[Stored data entries]
Segment Open

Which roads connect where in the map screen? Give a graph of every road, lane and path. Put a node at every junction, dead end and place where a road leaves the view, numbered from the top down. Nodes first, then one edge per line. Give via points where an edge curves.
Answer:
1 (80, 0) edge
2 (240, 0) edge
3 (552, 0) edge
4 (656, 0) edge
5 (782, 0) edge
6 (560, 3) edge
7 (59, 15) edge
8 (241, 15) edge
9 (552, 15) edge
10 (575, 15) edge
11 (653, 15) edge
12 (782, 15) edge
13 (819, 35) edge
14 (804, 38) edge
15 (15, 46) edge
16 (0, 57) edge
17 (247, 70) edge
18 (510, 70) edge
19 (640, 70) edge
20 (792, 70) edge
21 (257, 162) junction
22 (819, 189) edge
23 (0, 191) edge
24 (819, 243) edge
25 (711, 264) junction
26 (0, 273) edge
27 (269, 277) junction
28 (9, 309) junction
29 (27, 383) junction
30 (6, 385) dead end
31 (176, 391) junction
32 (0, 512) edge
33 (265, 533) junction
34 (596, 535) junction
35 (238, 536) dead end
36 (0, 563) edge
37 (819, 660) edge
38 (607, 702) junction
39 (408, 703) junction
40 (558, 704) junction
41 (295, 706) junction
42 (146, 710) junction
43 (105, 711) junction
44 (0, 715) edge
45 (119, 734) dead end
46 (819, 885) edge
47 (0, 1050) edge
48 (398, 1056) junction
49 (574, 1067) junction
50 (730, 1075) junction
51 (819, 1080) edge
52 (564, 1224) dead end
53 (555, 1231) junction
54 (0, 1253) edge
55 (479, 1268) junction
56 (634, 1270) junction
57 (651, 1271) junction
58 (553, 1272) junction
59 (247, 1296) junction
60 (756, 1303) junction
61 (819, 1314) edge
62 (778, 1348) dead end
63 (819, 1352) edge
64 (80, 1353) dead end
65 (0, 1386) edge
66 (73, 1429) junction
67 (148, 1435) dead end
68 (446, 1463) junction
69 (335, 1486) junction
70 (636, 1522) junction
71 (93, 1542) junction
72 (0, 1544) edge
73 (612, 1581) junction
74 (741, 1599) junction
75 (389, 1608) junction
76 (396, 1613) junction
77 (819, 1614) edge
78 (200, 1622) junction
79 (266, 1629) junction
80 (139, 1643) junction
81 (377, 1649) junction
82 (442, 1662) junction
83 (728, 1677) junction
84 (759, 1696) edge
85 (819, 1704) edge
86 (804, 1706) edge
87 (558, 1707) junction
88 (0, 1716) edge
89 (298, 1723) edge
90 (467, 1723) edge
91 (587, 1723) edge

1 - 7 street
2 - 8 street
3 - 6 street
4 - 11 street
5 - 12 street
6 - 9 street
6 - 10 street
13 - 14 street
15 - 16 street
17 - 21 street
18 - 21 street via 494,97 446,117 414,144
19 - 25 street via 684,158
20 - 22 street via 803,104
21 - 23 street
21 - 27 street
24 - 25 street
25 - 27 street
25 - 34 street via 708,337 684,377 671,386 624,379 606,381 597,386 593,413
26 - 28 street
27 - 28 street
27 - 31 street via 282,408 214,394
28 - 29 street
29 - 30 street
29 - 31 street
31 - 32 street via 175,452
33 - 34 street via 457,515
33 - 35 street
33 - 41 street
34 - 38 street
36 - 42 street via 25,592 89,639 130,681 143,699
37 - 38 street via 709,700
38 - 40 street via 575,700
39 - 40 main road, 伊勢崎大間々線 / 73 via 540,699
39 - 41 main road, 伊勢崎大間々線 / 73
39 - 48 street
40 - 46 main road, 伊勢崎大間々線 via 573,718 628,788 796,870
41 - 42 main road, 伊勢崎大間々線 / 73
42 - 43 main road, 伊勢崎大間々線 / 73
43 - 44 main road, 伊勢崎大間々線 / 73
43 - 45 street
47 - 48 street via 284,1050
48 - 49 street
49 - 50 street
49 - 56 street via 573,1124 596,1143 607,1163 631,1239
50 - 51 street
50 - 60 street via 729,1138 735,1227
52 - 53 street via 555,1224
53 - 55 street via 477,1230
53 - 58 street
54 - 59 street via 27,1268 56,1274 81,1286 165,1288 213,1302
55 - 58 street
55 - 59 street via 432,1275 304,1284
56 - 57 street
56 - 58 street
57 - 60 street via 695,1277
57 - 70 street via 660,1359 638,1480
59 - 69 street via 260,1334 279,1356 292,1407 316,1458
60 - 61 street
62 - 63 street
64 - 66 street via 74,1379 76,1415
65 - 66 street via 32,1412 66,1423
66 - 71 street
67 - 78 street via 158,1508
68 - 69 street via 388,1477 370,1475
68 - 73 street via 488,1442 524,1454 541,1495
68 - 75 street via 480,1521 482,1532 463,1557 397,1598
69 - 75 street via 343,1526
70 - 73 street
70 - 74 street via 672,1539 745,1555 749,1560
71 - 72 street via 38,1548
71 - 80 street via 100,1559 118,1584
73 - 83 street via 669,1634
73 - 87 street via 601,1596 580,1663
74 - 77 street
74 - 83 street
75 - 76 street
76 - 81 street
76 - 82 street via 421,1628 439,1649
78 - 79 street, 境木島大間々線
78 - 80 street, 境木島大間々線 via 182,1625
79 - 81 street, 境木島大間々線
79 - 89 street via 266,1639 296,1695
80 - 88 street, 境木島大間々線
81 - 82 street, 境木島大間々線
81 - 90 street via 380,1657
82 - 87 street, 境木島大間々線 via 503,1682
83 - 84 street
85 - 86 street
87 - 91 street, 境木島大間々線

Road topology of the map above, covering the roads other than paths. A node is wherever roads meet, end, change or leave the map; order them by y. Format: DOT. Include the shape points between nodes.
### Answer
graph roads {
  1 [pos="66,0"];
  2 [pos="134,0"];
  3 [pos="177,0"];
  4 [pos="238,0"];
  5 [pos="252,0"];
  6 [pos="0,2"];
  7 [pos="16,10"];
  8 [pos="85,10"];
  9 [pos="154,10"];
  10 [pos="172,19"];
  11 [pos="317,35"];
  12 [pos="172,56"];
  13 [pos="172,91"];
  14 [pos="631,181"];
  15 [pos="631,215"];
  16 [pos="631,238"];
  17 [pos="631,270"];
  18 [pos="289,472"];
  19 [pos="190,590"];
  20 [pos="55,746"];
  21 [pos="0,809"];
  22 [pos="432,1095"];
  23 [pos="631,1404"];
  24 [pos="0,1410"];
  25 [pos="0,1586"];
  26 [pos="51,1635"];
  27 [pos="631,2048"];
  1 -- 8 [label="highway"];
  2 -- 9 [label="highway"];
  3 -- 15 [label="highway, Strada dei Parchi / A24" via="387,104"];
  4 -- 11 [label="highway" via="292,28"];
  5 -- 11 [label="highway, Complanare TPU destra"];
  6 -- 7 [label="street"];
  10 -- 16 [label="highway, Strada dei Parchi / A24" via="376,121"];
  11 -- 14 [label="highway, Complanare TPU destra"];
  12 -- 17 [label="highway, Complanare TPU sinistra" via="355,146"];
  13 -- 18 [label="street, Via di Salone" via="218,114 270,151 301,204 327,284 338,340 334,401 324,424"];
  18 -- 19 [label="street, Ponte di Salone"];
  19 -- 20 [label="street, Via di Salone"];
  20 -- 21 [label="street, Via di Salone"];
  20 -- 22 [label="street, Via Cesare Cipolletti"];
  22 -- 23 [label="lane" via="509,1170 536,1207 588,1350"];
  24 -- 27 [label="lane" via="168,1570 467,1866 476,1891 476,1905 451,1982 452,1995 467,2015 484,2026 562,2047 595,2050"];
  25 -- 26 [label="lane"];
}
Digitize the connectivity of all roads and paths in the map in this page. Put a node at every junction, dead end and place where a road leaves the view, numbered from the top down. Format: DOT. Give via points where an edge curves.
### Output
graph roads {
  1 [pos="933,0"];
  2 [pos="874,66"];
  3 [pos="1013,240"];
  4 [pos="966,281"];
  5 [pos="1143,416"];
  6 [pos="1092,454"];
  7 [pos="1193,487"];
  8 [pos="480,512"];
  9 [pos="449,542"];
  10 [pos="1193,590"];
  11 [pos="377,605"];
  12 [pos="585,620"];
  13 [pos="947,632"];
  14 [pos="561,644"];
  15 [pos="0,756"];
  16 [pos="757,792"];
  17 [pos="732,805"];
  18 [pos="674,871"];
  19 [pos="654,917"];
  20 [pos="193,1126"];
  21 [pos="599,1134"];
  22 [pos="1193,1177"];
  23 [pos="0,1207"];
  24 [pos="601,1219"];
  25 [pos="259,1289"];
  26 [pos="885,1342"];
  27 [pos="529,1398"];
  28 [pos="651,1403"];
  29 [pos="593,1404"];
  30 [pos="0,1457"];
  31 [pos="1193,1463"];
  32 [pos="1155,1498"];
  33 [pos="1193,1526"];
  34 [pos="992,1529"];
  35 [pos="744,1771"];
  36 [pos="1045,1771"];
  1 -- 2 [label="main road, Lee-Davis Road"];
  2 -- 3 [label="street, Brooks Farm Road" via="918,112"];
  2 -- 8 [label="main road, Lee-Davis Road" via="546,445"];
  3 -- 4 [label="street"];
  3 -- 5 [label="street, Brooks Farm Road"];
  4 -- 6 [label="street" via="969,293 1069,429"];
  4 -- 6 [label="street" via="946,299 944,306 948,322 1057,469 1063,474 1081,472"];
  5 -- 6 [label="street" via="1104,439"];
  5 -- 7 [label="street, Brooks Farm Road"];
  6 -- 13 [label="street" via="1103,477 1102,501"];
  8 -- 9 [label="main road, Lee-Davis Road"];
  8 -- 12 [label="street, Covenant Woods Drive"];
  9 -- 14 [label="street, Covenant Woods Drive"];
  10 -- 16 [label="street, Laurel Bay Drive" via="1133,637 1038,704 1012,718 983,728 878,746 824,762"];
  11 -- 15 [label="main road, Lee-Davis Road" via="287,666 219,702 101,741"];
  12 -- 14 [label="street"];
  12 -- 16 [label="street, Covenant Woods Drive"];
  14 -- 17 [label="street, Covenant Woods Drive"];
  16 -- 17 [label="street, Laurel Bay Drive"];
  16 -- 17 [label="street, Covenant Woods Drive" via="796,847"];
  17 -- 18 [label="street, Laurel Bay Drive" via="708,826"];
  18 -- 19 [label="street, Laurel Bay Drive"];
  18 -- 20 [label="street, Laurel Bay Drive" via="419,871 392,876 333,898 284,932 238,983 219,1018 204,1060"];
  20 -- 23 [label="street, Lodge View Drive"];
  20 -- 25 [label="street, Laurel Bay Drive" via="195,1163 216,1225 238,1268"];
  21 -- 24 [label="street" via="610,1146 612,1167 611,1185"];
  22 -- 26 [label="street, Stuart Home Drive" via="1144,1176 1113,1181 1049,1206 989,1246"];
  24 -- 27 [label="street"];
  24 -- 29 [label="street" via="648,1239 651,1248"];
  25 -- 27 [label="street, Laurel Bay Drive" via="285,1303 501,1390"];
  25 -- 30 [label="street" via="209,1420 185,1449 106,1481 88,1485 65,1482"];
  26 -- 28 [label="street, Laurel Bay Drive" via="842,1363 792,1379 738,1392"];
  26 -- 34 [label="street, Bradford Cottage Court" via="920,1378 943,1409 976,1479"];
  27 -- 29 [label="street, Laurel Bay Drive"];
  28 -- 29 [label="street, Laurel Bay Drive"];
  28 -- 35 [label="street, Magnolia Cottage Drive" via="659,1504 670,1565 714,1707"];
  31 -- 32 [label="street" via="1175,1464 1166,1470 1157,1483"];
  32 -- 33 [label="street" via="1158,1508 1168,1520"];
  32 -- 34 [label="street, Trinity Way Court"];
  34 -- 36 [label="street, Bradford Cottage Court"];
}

Segment Closed

→ **What you should do**: With "Woods" as the word to match, copy each line of the records that has it.

→ **Expected answer**:
  8 -- 12 [label="street, Covenant Woods Drive"];
  9 -- 14 [label="street, Covenant Woods Drive"];
  12 -- 16 [label="street, Covenant Woods Drive"];
  14 -- 17 [label="street, Covenant Woods Drive"];
  16 -- 17 [label="street, Covenant Woods Drive" via="796,847"];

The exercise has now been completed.